His beliefs are relevant because, if this is how he makes decisions and choices, how then will he vote on issues such as stem-cell research, climate change, same-sex marriage, capital punishment, abortion, and so on? Will he vote according to faith-based beliefs? Where there is empirical evidence to consider, will he examine it and vote with a rational mind?

Even if Goodyear weren’t science minister, the question would still be important to me, because I’m not prepared to vote for someone who believes—as Stockwell Day declared in the 2000 election when he was leader of the Canadian Alliance—that the Earth is 6,000 years old and that humans once shared the planet with dinosaurs.

Goodyear’s assertion that he believes in evolution (in a later interview) didn’t exactly reassure the scientific community. The minister, a former chiropractor, explained that “Of course I believe in evolution. Whether it’s to the intensity of the sun, whether it’s to walking on cement versus anything else, whether it’s running shoes or high heels, of course we are evolving to our environment.”

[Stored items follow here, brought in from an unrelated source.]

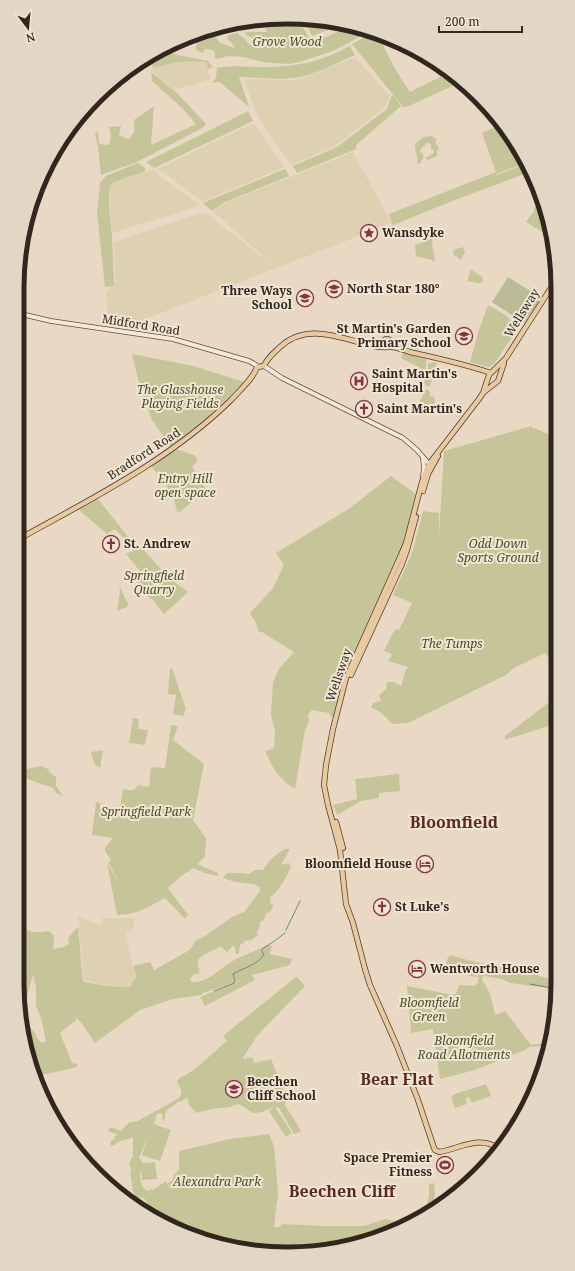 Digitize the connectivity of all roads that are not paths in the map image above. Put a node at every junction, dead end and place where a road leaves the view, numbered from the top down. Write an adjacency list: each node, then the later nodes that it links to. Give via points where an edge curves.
1 (551, 288): 8 (main road, Wellsway)
2 (24, 315): 10 (main road, Midford Road, via 173,339 249,361)
3 (384, 341): 4 (main road, via 389,339); 5 (main road); 6 (main road, via 384,346)
4 (391, 342): 6 (main road, via 391,346); 7 (main road)
5 (367, 344): 6 (main road); 9 (main road, via 318,333 305,334 283,344 268,358)
6 (388, 347): 7 (main road)
7 (405, 351): 11 (main road)
8 (506, 358): 12 (main road, Wellsway); 13 (main road, Wellsway)
9 (264, 366): 10 (main road); 17 (main road, via 282,378 398,435)
10 (258, 367): 20 (main road, Bradford Road, via 228,402 181,442 116,485)
11 (476, 369): 12 (main road); 14 (main road)
12 (492, 373): 13 (main road); 14 (main road, Wellsway)
13 (499, 376): 15 (main road, Wellsway)
14 (488, 379): 15 (main road); 16 (main road, Wellsway)
15 (495, 383): 16 (main road, Wellsway)
16 (483, 393): 18 (main road, Wellsway)
17 (422, 456): 18 (main road); 19 (main road)
18 (430, 465): 19 (main road, Wellsway); 21 (main road, Wellsway, via 407,550)
19 (422, 482): 21 (main road, Wellsway)
20 (24, 536)
21 (397, 571): 22 (main road, Wellsway, via 346,678 324,775 325,791 340,850 348,902 363,965 424,1115 435,1150 442,1152 478,1142)
22 (495, 1146)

Huh? I don’t remember there being anything about high heels in On the Origin of Species. To some, the minister’s answer was satisfactory. But others, like Denis Lamoureux, a professor of science and religion at the University of Alberta, recognized that Goodyear was continuing to be evasive. The minister still hadn’t specifically answered whether he accepted Darwin’s theory of evolution by means of natural selection and that separate species evolved from common ancestors over millions of years.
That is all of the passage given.